_Instructions to follow_
Word for word, print out all of the data, omitting every image.

□ □ □ □

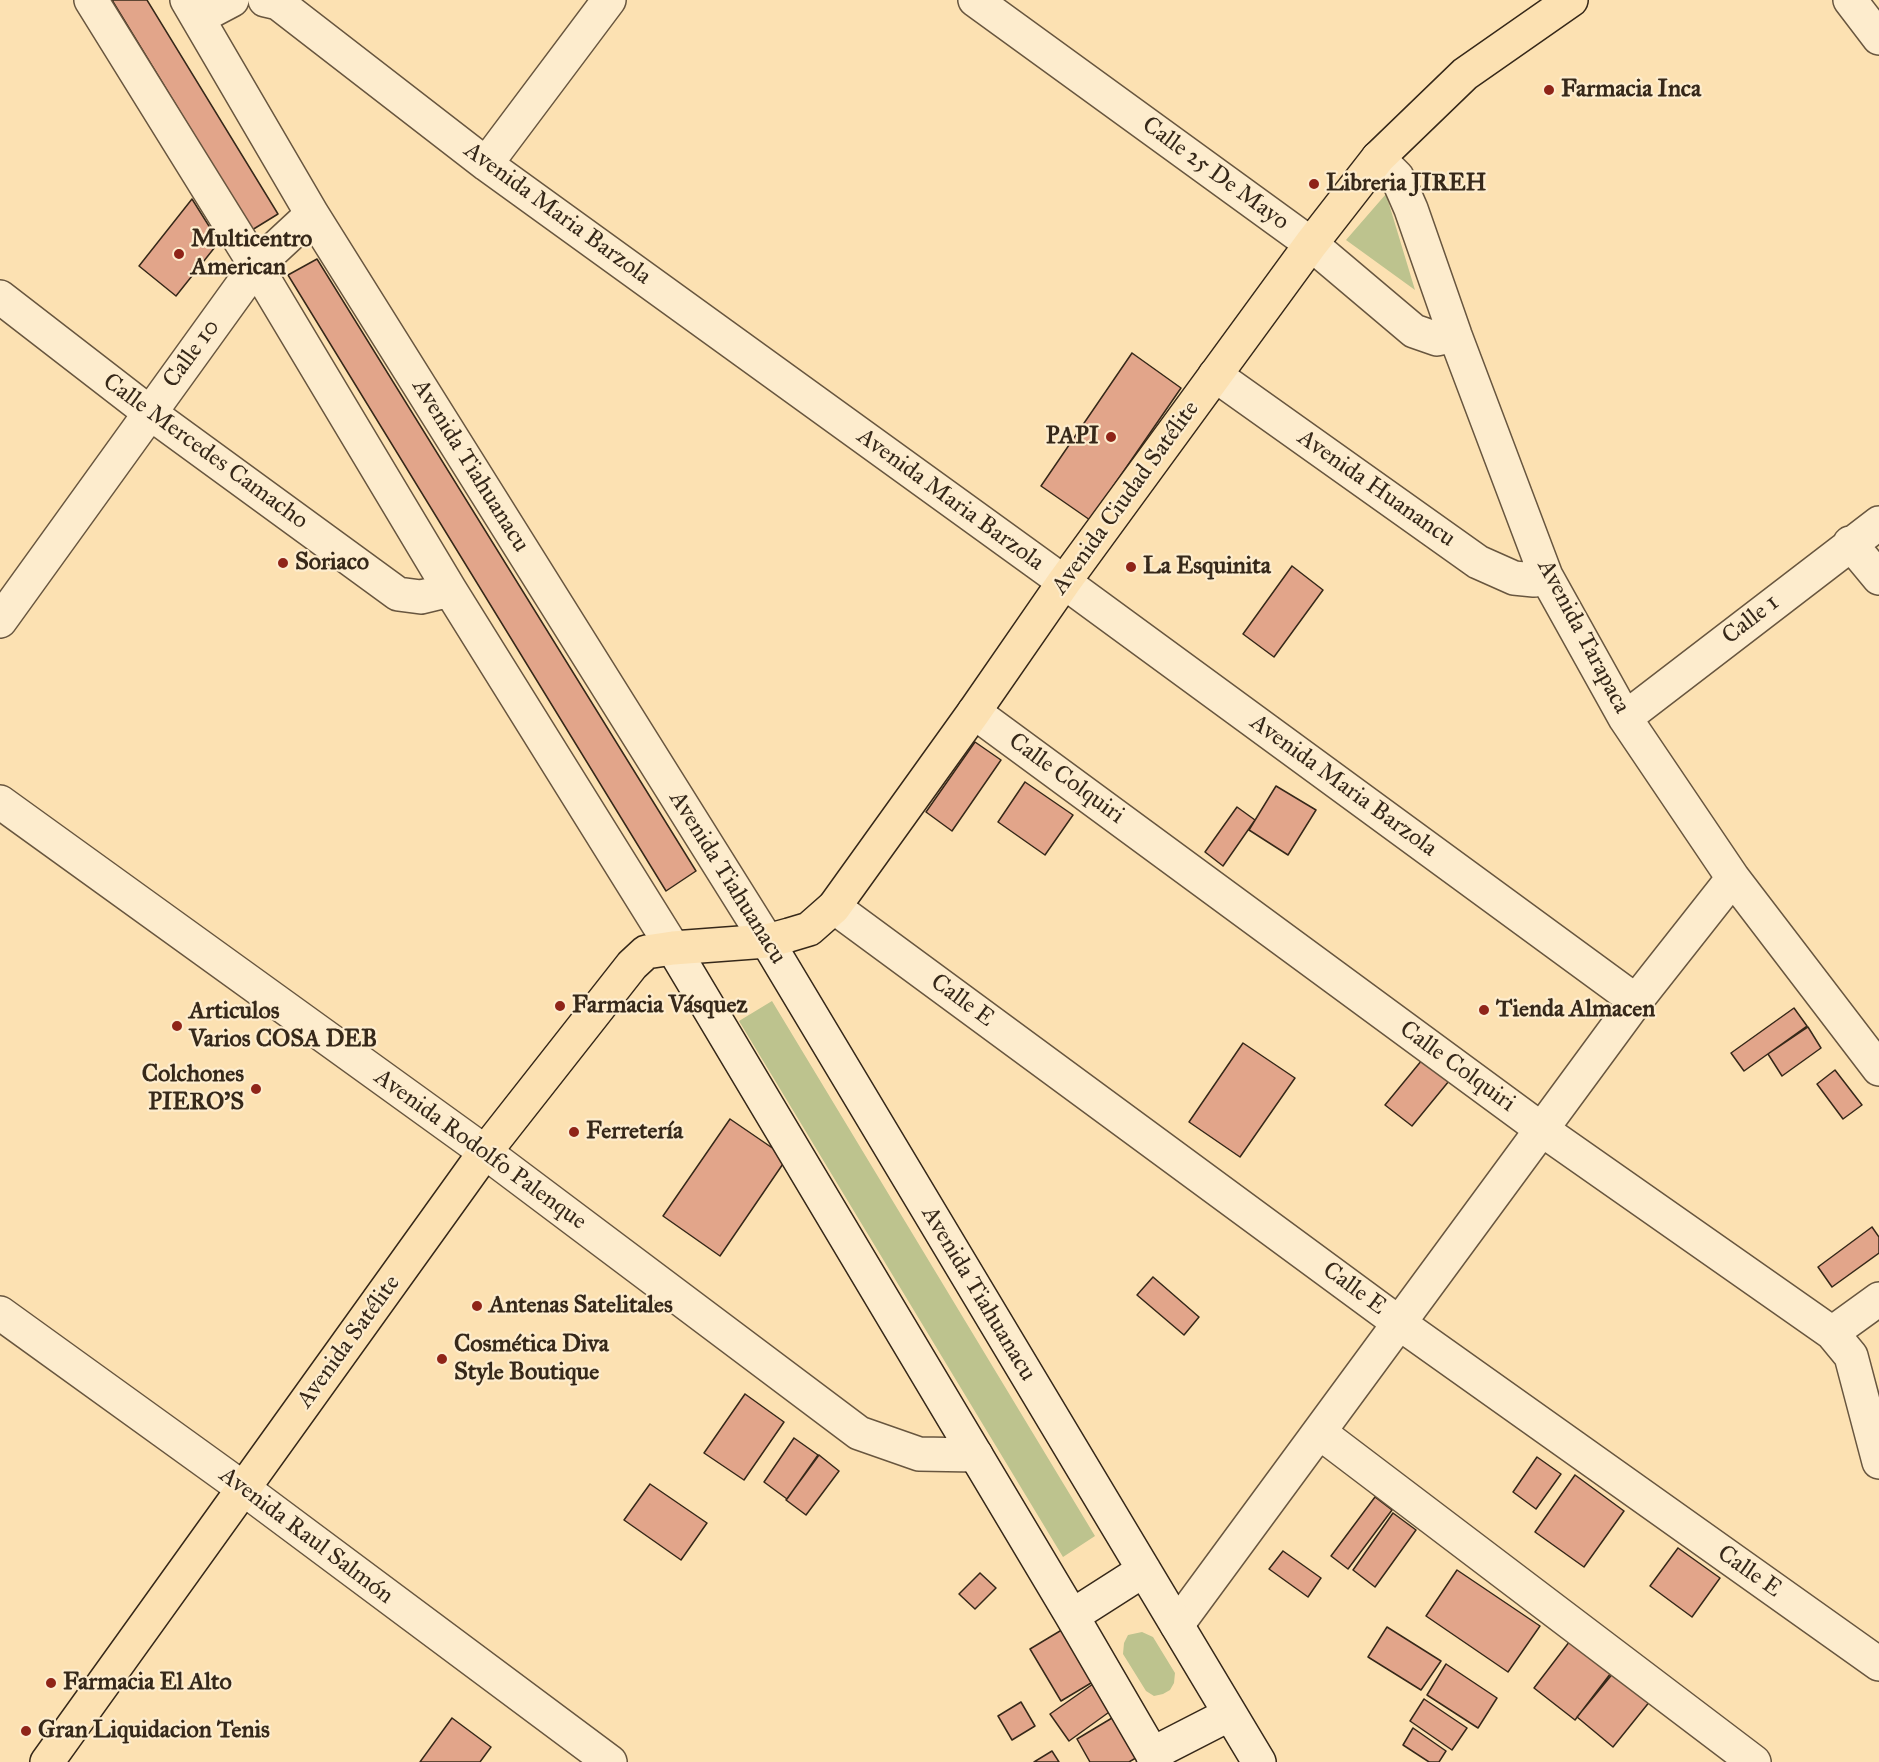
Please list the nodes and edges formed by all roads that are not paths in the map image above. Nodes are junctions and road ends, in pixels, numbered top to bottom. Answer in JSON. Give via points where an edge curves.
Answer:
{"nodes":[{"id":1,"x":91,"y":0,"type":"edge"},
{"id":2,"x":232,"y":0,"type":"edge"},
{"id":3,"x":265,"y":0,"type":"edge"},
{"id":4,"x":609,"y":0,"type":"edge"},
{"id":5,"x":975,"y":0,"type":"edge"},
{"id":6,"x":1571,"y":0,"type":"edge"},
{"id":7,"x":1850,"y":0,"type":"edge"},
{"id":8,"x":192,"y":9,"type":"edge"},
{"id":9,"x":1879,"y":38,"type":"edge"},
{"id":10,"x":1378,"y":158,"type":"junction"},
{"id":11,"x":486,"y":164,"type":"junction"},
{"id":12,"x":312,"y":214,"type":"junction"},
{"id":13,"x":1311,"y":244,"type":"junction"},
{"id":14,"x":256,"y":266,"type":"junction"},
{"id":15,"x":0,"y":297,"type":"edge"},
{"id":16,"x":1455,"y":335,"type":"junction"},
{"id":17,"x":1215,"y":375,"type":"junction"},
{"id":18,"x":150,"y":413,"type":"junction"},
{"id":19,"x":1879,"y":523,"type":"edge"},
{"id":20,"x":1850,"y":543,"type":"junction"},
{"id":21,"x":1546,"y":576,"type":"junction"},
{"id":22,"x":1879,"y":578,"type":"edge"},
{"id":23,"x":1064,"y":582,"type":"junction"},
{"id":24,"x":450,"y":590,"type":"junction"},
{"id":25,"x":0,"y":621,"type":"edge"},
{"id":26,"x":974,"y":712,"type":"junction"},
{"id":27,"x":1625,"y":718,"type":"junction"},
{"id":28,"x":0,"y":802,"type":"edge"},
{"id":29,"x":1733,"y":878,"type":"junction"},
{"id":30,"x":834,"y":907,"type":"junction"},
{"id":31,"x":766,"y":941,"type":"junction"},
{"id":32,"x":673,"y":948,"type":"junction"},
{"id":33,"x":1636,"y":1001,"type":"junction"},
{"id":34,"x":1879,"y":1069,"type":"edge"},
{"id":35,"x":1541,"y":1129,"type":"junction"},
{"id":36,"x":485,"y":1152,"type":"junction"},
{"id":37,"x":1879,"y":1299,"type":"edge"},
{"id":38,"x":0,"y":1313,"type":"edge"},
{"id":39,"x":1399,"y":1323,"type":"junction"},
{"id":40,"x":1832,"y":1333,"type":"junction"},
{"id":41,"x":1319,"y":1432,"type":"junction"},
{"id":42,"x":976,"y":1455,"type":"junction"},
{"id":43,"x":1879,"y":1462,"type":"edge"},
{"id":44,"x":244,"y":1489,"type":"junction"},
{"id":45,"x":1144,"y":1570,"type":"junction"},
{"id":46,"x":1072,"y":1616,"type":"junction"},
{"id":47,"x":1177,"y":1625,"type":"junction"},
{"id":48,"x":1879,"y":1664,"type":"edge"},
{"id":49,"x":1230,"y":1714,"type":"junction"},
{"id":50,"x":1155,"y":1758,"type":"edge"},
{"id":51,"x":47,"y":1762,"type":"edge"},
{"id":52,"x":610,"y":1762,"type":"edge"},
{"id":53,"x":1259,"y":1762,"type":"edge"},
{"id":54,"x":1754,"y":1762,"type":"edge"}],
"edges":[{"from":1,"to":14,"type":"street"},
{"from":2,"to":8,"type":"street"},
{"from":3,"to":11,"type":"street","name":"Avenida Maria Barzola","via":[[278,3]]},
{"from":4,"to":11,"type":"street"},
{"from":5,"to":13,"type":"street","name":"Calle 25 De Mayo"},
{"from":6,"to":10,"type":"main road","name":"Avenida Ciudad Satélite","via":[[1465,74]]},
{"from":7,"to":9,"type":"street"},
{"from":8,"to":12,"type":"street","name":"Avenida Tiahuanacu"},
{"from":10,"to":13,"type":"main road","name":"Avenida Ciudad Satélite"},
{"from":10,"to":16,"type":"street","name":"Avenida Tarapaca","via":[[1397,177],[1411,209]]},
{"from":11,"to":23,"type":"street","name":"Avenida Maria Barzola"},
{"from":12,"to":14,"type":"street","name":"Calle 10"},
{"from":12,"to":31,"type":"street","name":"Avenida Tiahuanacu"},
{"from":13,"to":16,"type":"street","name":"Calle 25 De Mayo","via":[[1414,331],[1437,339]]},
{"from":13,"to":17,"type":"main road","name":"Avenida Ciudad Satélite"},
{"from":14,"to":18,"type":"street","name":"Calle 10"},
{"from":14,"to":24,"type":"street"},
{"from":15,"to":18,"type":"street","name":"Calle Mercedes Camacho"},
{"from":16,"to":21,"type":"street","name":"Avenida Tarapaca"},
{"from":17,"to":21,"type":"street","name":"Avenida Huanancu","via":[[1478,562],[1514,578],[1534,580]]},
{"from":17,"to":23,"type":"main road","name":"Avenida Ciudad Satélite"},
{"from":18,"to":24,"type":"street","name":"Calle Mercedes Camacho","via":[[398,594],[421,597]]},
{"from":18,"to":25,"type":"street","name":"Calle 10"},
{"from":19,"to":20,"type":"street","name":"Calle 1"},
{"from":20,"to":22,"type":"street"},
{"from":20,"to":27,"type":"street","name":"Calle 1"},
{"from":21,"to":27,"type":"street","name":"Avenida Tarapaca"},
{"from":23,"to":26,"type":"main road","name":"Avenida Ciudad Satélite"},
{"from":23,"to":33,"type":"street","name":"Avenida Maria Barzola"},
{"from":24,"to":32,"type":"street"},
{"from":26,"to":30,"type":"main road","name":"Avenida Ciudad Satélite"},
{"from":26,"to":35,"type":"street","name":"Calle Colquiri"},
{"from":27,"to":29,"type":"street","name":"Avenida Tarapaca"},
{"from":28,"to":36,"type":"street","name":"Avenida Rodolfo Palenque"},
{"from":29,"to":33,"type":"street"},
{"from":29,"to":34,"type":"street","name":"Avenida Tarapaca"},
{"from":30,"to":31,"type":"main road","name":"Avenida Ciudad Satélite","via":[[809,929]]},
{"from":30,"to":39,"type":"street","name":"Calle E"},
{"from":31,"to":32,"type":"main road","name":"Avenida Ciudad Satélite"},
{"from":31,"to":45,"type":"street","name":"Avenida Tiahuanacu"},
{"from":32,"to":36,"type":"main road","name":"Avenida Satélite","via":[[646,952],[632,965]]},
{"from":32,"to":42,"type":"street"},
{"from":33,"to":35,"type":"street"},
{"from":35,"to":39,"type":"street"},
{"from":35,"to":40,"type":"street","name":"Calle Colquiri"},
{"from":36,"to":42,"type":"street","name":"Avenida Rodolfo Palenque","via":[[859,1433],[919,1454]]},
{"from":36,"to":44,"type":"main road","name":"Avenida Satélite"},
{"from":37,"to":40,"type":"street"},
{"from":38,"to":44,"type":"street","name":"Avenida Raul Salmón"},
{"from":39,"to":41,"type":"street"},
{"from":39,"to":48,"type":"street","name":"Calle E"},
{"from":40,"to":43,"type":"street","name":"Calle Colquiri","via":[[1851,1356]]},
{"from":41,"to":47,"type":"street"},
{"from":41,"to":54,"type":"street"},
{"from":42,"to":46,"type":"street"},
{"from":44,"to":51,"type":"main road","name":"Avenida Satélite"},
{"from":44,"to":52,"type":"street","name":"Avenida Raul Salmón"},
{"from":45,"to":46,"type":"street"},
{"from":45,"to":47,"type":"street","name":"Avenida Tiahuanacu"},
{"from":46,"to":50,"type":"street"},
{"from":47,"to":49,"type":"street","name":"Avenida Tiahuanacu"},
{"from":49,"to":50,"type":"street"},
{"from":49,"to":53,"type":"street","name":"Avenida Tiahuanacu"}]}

□ □ □ □

_Answer_
Please list the nodes and edges formed by all roads that are not paths in the map image above. Nodes are junctions and road ends, in pixels, numbered top to bottom. Answer in JSON. Give via points where an edge curves.
Answer:
{"nodes":[{"id":1,"x":91,"y":0,"type":"edge"},
{"id":2,"x":232,"y":0,"type":"edge"},
{"id":3,"x":265,"y":0,"type":"edge"},
{"id":4,"x":609,"y":0,"type":"edge"},
{"id":5,"x":975,"y":0,"type":"edge"},
{"id":6,"x":1571,"y":0,"type":"edge"},
{"id":7,"x":1850,"y":0,"type":"edge"},
{"id":8,"x":192,"y":9,"type":"edge"},
{"id":9,"x":1879,"y":38,"type":"edge"},
{"id":10,"x":1378,"y":158,"type":"junction"},
{"id":11,"x":486,"y":164,"type":"junction"},
{"id":12,"x":312,"y":214,"type":"junction"},
{"id":13,"x":1311,"y":244,"type":"junction"},
{"id":14,"x":256,"y":266,"type":"junction"},
{"id":15,"x":0,"y":297,"type":"edge"},
{"id":16,"x":1455,"y":335,"type":"junction"},
{"id":17,"x":1215,"y":375,"type":"junction"},
{"id":18,"x":150,"y":413,"type":"junction"},
{"id":19,"x":1879,"y":523,"type":"edge"},
{"id":20,"x":1850,"y":543,"type":"junction"},
{"id":21,"x":1546,"y":576,"type":"junction"},
{"id":22,"x":1879,"y":578,"type":"edge"},
{"id":23,"x":1064,"y":582,"type":"junction"},
{"id":24,"x":450,"y":590,"type":"junction"},
{"id":25,"x":0,"y":621,"type":"edge"},
{"id":26,"x":974,"y":712,"type":"junction"},
{"id":27,"x":1625,"y":718,"type":"junction"},
{"id":28,"x":0,"y":802,"type":"edge"},
{"id":29,"x":1733,"y":878,"type":"junction"},
{"id":30,"x":834,"y":907,"type":"junction"},
{"id":31,"x":766,"y":941,"type":"junction"},
{"id":32,"x":673,"y":948,"type":"junction"},
{"id":33,"x":1636,"y":1001,"type":"junction"},
{"id":34,"x":1879,"y":1069,"type":"edge"},
{"id":35,"x":1541,"y":1129,"type":"junction"},
{"id":36,"x":485,"y":1152,"type":"junction"},
{"id":37,"x":1879,"y":1299,"type":"edge"},
{"id":38,"x":0,"y":1313,"type":"edge"},
{"id":39,"x":1399,"y":1323,"type":"junction"},
{"id":40,"x":1832,"y":1333,"type":"junction"},
{"id":41,"x":1319,"y":1432,"type":"junction"},
{"id":42,"x":976,"y":1455,"type":"junction"},
{"id":43,"x":1879,"y":1462,"type":"edge"},
{"id":44,"x":244,"y":1489,"type":"junction"},
{"id":45,"x":1144,"y":1570,"type":"junction"},
{"id":46,"x":1072,"y":1616,"type":"junction"},
{"id":47,"x":1177,"y":1625,"type":"junction"},
{"id":48,"x":1879,"y":1664,"type":"edge"},
{"id":49,"x":1230,"y":1714,"type":"junction"},
{"id":50,"x":1155,"y":1758,"type":"edge"},
{"id":51,"x":47,"y":1762,"type":"edge"},
{"id":52,"x":610,"y":1762,"type":"edge"},
{"id":53,"x":1259,"y":1762,"type":"edge"},
{"id":54,"x":1754,"y":1762,"type":"edge"}],
"edges":[{"from":1,"to":14,"type":"street"},
{"from":2,"to":8,"type":"street"},
{"from":3,"to":11,"type":"street","name":"Avenida Maria Barzola","via":[[278,3]]},
{"from":4,"to":11,"type":"street"},
{"from":5,"to":13,"type":"street","name":"Calle 25 De Mayo"},
{"from":6,"to":10,"type":"main road","name":"Avenida Ciudad Satélite","via":[[1465,74]]},
{"from":7,"to":9,"type":"street"},
{"from":8,"to":12,"type":"street","name":"Avenida Tiahuanacu"},
{"from":10,"to":13,"type":"main road","name":"Avenida Ciudad Satélite"},
{"from":10,"to":16,"type":"street","name":"Avenida Tarapaca","via":[[1397,177],[1411,209]]},
{"from":11,"to":23,"type":"street","name":"Avenida Maria Barzola"},
{"from":12,"to":14,"type":"street","name":"Calle 10"},
{"from":12,"to":31,"type":"street","name":"Avenida Tiahuanacu"},
{"from":13,"to":16,"type":"street","name":"Calle 25 De Mayo","via":[[1414,331],[1437,339]]},
{"from":13,"to":17,"type":"main road","name":"Avenida Ciudad Satélite"},
{"from":14,"to":18,"type":"street","name":"Calle 10"},
{"from":14,"to":24,"type":"street"},
{"from":15,"to":18,"type":"street","name":"Calle Mercedes Camacho"},
{"from":16,"to":21,"type":"street","name":"Avenida Tarapaca"},
{"from":17,"to":21,"type":"street","name":"Avenida Huanancu","via":[[1478,562],[1514,578],[1534,580]]},
{"from":17,"to":23,"type":"main road","name":"Avenida Ciudad Satélite"},
{"from":18,"to":24,"type":"street","name":"Calle Mercedes Camacho","via":[[398,594],[421,597]]},
{"from":18,"to":25,"type":"street","name":"Calle 10"},
{"from":19,"to":20,"type":"street","name":"Calle 1"},
{"from":20,"to":22,"type":"street"},
{"from":20,"to":27,"type":"street","name":"Calle 1"},
{"from":21,"to":27,"type":"street","name":"Avenida Tarapaca"},
{"from":23,"to":26,"type":"main road","name":"Avenida Ciudad Satélite"},
{"from":23,"to":33,"type":"street","name":"Avenida Maria Barzola"},
{"from":24,"to":32,"type":"street"},
{"from":26,"to":30,"type":"main road","name":"Avenida Ciudad Satélite"},
{"from":26,"to":35,"type":"street","name":"Calle Colquiri"},
{"from":27,"to":29,"type":"street","name":"Avenida Tarapaca"},
{"from":28,"to":36,"type":"street","name":"Avenida Rodolfo Palenque"},
{"from":29,"to":33,"type":"street"},
{"from":29,"to":34,"type":"street","name":"Avenida Tarapaca"},
{"from":30,"to":31,"type":"main road","name":"Avenida Ciudad Satélite","via":[[809,929]]},
{"from":30,"to":39,"type":"street","name":"Calle E"},
{"from":31,"to":32,"type":"main road","name":"Avenida Ciudad Satélite"},
{"from":31,"to":45,"type":"street","name":"Avenida Tiahuanacu"},
{"from":32,"to":36,"type":"main road","name":"Avenida Satélite","via":[[646,952],[632,965]]},
{"from":32,"to":42,"type":"street"},
{"from":33,"to":35,"type":"street"},
{"from":35,"to":39,"type":"street"},
{"from":35,"to":40,"type":"street","name":"Calle Colquiri"},
{"from":36,"to":42,"type":"street","name":"Avenida Rodolfo Palenque","via":[[859,1433],[919,1454]]},
{"from":36,"to":44,"type":"main road","name":"Avenida Satélite"},
{"from":37,"to":40,"type":"street"},
{"from":38,"to":44,"type":"street","name":"Avenida Raul Salmón"},
{"from":39,"to":41,"type":"street"},
{"from":39,"to":48,"type":"street","name":"Calle E"},
{"from":40,"to":43,"type":"street","name":"Calle Colquiri","via":[[1851,1356]]},
{"from":41,"to":47,"type":"street"},
{"from":41,"to":54,"type":"street"},
{"from":42,"to":46,"type":"street"},
{"from":44,"to":51,"type":"main road","name":"Avenida Satélite"},
{"from":44,"to":52,"type":"street","name":"Avenida Raul Salmón"},
{"from":45,"to":46,"type":"street"},
{"from":45,"to":47,"type":"street","name":"Avenida Tiahuanacu"},
{"from":46,"to":50,"type":"street"},
{"from":47,"to":49,"type":"street","name":"Avenida Tiahuanacu"},
{"from":49,"to":50,"type":"street"},
{"from":49,"to":53,"type":"street","name":"Avenida Tiahuanacu"}]}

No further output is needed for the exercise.